§ **INSTRUCTIONS FOR THE TASK**
Find every line in the entries that holds the string "ВЕЛЬЯМИНОВСКАЯ" and report it.

==========

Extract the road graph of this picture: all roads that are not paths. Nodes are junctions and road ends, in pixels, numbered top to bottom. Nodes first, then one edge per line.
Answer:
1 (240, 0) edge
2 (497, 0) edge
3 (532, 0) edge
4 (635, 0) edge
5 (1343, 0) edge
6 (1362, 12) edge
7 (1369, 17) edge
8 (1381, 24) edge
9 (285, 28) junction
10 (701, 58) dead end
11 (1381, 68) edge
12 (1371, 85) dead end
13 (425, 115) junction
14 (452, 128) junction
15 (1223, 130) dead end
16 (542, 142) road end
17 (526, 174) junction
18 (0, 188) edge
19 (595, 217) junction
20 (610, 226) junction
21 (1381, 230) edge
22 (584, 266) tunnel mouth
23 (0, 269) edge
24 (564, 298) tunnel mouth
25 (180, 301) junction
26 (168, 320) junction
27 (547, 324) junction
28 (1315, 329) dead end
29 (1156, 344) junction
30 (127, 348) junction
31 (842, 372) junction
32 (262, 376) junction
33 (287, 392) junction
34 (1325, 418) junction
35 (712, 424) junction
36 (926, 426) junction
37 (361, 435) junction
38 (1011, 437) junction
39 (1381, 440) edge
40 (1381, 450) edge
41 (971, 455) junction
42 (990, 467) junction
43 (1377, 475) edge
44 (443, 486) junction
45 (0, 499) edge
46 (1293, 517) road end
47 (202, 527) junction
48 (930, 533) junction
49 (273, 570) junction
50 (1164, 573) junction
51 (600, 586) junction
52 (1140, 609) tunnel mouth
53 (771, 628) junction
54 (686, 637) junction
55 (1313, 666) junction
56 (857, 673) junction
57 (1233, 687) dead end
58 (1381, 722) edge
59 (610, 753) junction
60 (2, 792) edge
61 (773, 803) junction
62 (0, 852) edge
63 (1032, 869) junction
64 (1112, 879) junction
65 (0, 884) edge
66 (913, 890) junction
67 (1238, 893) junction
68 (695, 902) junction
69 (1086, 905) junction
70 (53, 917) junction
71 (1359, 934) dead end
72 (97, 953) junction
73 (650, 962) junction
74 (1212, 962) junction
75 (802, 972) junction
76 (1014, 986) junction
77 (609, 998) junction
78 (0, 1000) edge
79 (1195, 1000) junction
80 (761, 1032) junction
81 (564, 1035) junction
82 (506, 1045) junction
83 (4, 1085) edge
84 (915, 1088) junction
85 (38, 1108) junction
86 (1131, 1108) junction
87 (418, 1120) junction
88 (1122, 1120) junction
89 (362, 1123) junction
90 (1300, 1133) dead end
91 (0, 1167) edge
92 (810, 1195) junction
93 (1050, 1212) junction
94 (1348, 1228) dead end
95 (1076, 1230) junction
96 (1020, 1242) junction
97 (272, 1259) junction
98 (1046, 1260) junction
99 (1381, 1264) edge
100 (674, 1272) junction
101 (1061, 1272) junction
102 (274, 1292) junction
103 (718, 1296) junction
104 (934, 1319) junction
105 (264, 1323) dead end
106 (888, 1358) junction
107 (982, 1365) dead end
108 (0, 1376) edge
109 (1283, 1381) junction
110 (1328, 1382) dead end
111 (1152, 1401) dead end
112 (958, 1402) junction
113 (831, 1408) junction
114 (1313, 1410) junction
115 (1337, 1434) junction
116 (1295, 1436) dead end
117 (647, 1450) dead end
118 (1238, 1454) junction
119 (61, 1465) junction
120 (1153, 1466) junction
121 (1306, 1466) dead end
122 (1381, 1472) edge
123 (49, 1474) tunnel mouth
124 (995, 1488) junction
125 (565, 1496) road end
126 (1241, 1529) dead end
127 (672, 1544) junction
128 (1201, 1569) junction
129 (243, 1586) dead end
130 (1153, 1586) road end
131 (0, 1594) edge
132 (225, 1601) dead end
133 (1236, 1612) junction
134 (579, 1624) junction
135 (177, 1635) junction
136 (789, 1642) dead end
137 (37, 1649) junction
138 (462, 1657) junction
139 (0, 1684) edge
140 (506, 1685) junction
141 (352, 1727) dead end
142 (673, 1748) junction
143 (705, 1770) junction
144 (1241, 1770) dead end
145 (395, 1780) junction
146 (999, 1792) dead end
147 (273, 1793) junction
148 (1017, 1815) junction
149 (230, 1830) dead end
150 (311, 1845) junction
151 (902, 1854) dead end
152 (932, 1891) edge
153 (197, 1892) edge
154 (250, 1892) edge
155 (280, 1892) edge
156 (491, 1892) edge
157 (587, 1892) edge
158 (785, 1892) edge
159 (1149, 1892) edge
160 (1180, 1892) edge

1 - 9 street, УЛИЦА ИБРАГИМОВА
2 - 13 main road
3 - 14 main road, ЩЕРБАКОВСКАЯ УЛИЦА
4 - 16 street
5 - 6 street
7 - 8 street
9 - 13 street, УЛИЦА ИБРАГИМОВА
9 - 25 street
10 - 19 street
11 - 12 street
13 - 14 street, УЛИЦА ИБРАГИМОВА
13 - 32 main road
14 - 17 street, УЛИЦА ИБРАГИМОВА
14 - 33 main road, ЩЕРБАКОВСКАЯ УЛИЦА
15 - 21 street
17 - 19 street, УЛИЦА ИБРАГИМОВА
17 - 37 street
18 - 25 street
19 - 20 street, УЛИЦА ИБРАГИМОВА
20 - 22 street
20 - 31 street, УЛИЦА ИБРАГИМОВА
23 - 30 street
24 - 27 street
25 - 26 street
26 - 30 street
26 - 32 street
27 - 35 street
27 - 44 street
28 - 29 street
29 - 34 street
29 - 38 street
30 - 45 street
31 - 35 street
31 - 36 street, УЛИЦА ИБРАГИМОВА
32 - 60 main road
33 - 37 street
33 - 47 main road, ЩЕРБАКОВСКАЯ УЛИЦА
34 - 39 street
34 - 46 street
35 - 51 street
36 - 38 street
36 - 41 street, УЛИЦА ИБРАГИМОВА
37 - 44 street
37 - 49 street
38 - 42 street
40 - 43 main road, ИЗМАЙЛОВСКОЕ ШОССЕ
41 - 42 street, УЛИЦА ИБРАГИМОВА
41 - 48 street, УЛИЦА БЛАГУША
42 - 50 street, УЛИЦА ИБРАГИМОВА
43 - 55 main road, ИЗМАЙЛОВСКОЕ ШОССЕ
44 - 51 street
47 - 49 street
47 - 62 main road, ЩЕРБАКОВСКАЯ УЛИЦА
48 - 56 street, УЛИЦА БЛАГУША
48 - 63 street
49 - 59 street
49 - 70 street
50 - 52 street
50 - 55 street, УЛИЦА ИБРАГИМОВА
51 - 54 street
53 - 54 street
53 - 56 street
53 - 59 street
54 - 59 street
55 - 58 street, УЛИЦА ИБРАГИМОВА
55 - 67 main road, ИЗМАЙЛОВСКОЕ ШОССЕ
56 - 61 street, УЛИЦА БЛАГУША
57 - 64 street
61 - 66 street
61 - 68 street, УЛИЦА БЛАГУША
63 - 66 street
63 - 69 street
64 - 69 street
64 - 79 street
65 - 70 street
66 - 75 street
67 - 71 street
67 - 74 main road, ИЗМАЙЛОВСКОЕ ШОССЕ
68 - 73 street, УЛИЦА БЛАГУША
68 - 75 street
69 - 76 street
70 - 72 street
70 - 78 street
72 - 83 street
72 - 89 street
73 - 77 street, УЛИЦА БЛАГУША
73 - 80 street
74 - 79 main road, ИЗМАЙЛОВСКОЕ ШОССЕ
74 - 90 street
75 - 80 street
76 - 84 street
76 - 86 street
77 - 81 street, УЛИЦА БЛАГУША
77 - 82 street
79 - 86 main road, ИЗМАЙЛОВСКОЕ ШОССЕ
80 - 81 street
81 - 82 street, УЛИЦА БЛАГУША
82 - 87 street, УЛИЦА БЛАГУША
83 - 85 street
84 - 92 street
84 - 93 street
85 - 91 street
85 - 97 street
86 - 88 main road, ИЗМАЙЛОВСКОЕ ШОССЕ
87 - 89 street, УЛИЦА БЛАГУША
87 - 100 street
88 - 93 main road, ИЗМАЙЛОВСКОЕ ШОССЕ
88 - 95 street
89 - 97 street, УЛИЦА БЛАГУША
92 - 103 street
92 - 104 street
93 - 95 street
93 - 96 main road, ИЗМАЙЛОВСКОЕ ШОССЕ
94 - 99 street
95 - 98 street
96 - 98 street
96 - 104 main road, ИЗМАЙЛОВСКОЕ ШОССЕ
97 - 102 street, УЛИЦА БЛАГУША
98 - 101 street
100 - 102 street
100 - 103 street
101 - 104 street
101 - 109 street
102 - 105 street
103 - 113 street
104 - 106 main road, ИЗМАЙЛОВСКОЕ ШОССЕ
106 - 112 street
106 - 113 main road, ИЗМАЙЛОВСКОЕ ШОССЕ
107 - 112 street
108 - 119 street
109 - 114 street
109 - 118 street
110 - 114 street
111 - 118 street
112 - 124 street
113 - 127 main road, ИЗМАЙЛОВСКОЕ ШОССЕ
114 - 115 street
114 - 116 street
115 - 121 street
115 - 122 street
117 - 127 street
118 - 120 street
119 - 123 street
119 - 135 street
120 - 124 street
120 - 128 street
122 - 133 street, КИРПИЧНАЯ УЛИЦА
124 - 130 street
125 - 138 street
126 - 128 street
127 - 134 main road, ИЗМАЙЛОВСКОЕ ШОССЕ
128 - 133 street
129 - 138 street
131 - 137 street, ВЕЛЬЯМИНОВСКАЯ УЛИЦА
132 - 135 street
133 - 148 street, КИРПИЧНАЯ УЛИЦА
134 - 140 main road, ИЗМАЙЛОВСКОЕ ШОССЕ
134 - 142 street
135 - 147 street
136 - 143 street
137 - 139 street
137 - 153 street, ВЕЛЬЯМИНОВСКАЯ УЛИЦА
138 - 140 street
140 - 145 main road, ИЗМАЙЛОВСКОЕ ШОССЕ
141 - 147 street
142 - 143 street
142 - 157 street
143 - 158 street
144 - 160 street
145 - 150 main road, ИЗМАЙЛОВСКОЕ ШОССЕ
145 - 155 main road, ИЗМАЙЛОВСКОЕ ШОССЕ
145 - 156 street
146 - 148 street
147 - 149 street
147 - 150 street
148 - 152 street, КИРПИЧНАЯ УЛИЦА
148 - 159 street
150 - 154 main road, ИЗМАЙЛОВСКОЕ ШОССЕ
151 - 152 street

==========

§ **TASK RESPONSE**
131 - 137 street, ВЕЛЬЯМИНОВСКАЯ УЛИЦА
137 - 153 street, ВЕЛЬЯМИНОВСКАЯ УЛИЦА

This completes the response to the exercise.